● Task directions: Below are some records. Copy every line in them that holds "Maklumat".
■ ■ ■ ■ ■
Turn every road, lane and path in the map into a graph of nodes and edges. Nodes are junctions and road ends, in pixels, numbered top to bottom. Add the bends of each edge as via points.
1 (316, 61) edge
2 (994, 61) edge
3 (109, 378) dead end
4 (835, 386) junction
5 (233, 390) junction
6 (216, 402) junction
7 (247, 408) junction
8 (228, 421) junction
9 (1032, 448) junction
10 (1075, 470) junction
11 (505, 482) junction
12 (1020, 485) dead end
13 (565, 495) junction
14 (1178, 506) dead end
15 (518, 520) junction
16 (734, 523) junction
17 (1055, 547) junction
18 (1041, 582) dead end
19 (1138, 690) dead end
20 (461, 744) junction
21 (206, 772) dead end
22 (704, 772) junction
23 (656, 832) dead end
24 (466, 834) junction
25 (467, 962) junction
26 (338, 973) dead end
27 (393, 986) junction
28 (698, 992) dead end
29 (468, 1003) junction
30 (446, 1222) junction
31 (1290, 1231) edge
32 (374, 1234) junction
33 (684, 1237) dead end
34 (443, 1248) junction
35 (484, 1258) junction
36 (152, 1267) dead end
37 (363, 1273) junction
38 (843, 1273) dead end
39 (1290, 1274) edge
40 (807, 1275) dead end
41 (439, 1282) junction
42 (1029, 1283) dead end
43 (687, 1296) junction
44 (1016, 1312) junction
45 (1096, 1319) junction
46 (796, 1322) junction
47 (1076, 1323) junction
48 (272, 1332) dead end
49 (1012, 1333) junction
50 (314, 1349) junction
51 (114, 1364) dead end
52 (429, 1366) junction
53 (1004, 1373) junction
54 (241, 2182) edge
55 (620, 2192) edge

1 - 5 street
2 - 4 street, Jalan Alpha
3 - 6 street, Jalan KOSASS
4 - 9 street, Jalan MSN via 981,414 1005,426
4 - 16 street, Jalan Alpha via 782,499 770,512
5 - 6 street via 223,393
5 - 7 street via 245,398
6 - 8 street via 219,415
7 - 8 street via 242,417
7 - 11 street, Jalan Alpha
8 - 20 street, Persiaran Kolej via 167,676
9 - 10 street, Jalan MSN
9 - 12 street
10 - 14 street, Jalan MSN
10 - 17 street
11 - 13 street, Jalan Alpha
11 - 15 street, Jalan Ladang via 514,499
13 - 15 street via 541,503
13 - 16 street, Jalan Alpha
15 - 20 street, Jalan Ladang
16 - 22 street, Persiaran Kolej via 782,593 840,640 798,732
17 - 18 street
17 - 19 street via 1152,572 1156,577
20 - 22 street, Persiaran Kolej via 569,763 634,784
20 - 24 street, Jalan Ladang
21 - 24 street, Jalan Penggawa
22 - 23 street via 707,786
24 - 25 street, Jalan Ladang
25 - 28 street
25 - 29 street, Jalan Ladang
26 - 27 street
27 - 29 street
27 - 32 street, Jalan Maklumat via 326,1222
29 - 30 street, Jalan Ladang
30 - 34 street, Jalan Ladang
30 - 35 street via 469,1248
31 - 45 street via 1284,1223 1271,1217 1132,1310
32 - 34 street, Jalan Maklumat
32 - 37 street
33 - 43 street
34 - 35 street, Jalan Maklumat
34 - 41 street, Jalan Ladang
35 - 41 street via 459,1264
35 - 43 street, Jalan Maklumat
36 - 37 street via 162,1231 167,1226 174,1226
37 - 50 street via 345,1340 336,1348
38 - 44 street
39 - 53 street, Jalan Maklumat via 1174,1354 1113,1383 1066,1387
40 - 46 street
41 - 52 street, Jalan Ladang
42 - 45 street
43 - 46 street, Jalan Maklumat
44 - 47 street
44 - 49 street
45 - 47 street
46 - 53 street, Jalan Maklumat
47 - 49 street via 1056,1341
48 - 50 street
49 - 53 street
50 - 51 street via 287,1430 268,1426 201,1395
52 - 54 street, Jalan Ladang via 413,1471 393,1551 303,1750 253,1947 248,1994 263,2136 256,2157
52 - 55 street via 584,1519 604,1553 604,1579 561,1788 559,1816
■ ■ ■ ■ ■
● Answer for this exercise:
27 - 32 street, Jalan Maklumat via 326,1222
32 - 34 street, Jalan Maklumat
34 - 35 street, Jalan Maklumat
35 - 43 street, Jalan Maklumat
39 - 53 street, Jalan Maklumat via 1174,1354 1113,1383 1066,1387
43 - 46 street, Jalan Maklumat
46 - 53 street, Jalan Maklumat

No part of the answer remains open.